Exercise materials.
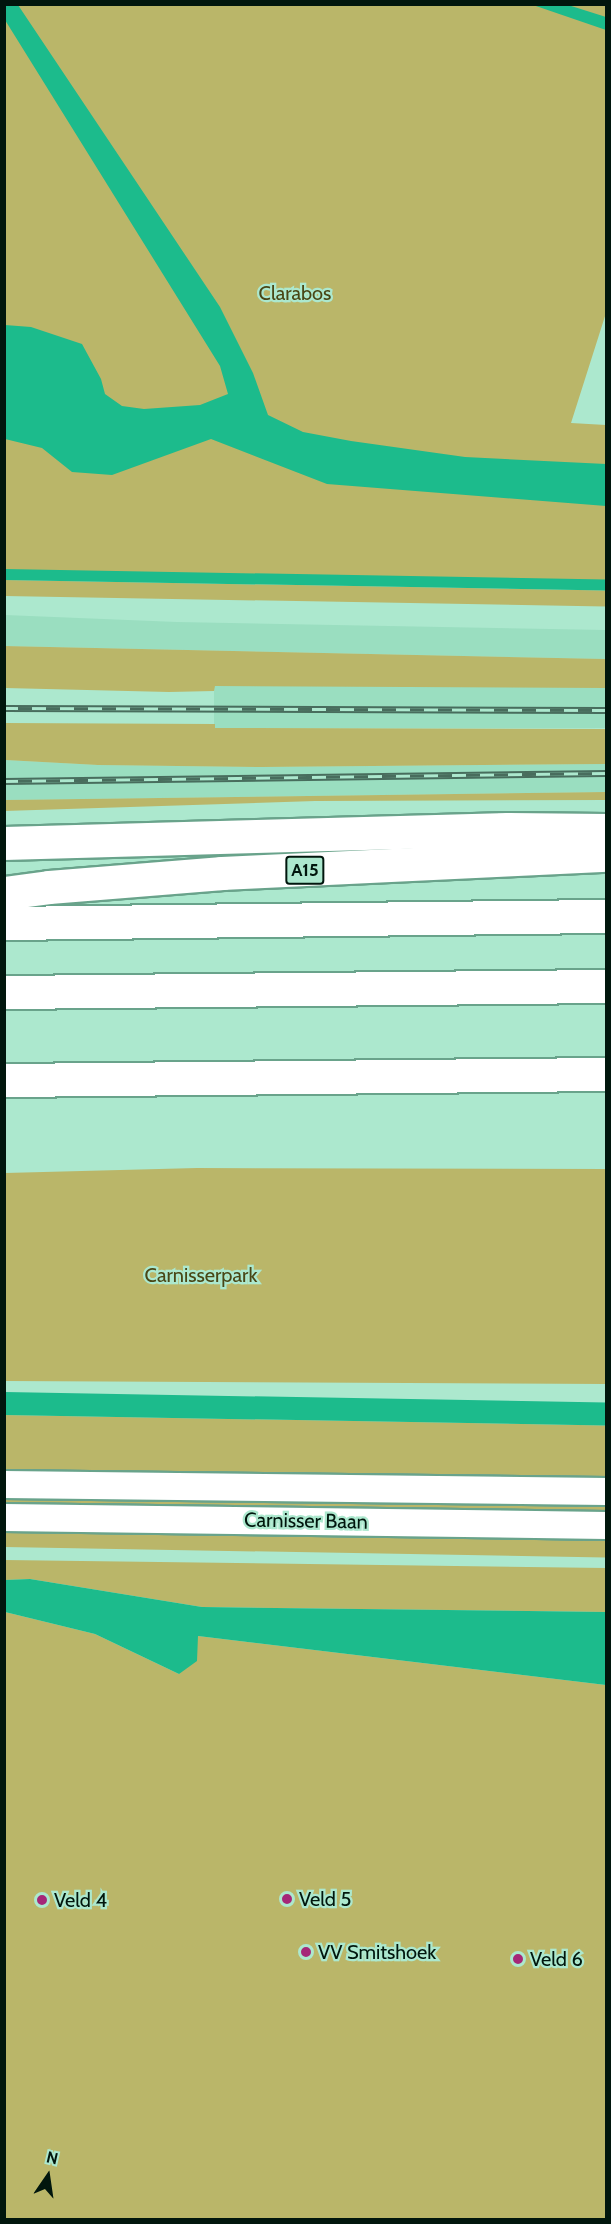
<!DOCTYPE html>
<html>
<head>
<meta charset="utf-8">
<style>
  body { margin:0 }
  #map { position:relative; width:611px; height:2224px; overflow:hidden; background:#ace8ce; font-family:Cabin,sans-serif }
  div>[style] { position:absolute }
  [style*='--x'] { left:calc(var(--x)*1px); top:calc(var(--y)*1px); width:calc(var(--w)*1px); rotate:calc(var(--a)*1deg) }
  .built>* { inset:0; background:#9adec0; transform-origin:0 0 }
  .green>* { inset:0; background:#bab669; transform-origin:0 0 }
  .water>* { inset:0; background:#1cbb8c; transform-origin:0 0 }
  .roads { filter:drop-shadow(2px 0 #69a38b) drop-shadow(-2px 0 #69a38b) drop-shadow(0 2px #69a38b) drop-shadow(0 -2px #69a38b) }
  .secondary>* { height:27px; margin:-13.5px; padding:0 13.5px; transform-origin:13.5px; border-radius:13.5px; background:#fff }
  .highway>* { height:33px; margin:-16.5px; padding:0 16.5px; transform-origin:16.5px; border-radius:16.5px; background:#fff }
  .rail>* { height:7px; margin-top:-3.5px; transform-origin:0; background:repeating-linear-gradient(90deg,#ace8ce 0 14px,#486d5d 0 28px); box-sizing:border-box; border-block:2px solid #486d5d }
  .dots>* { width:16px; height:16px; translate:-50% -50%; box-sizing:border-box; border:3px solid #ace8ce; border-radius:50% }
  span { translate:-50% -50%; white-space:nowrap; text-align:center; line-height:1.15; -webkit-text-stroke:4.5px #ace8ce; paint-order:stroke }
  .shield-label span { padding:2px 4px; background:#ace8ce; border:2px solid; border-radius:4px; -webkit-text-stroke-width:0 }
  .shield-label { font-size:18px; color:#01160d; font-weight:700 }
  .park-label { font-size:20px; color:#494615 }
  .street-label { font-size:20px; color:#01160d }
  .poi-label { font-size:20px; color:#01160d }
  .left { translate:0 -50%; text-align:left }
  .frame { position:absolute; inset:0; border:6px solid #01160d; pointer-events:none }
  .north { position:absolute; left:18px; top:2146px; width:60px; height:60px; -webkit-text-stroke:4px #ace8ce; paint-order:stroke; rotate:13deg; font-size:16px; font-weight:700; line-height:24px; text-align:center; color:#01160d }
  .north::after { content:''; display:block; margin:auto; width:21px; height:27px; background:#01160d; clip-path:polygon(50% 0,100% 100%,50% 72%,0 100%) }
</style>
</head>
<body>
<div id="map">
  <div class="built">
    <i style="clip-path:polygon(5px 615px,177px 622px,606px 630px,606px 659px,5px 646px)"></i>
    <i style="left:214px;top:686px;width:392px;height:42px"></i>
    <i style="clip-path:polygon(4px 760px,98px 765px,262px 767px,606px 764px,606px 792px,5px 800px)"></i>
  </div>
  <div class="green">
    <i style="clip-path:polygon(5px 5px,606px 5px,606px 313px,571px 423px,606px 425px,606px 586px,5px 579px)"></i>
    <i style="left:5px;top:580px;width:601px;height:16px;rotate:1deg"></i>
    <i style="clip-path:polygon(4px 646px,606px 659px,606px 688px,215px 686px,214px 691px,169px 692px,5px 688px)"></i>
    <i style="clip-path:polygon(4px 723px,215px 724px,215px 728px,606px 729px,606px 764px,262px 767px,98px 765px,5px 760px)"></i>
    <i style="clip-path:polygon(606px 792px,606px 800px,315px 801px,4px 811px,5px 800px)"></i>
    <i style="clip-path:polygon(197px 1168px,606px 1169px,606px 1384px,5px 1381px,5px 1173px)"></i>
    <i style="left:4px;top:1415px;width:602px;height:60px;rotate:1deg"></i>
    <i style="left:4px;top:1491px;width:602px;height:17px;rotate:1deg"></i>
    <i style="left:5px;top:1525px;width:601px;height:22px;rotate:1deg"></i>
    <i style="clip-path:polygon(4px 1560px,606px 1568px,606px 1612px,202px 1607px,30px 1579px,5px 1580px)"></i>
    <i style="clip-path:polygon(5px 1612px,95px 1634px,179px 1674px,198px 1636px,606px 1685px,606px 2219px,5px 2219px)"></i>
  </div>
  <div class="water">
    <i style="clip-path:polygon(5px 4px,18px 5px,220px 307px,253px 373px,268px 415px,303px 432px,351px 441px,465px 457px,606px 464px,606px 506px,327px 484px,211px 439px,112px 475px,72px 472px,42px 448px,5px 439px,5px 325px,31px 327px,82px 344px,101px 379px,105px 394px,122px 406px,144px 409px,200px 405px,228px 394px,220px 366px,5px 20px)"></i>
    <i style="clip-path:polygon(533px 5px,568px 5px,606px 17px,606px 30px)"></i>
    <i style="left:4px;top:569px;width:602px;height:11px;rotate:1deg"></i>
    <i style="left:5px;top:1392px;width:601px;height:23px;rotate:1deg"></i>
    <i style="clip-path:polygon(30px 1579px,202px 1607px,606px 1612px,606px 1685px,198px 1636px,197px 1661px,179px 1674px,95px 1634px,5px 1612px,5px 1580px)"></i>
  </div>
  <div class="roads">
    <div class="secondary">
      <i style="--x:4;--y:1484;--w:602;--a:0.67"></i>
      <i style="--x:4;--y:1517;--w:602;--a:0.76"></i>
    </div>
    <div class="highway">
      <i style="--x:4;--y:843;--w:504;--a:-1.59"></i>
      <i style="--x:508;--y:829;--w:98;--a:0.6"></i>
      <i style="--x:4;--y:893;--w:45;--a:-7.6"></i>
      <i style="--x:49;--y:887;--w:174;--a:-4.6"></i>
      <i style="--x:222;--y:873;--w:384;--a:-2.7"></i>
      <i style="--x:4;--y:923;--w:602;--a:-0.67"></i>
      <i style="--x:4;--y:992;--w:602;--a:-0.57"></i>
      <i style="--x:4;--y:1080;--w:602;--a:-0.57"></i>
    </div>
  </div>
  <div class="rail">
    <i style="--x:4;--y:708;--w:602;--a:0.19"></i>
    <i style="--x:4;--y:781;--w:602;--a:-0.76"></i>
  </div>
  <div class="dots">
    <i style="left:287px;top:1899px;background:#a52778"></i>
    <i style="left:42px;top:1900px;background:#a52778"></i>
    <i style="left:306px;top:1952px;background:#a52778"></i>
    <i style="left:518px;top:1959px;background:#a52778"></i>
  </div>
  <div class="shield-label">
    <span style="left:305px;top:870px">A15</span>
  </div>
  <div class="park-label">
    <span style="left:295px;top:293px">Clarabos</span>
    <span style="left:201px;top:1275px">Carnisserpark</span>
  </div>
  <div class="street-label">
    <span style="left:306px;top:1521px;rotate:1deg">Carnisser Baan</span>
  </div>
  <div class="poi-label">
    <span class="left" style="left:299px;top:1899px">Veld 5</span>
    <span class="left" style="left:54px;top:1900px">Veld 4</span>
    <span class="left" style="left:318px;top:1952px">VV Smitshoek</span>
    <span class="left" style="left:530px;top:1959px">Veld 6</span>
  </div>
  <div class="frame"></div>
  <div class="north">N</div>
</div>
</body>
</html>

What you will do.
Count lines above containing "roads" and report only the total.

Written response.
2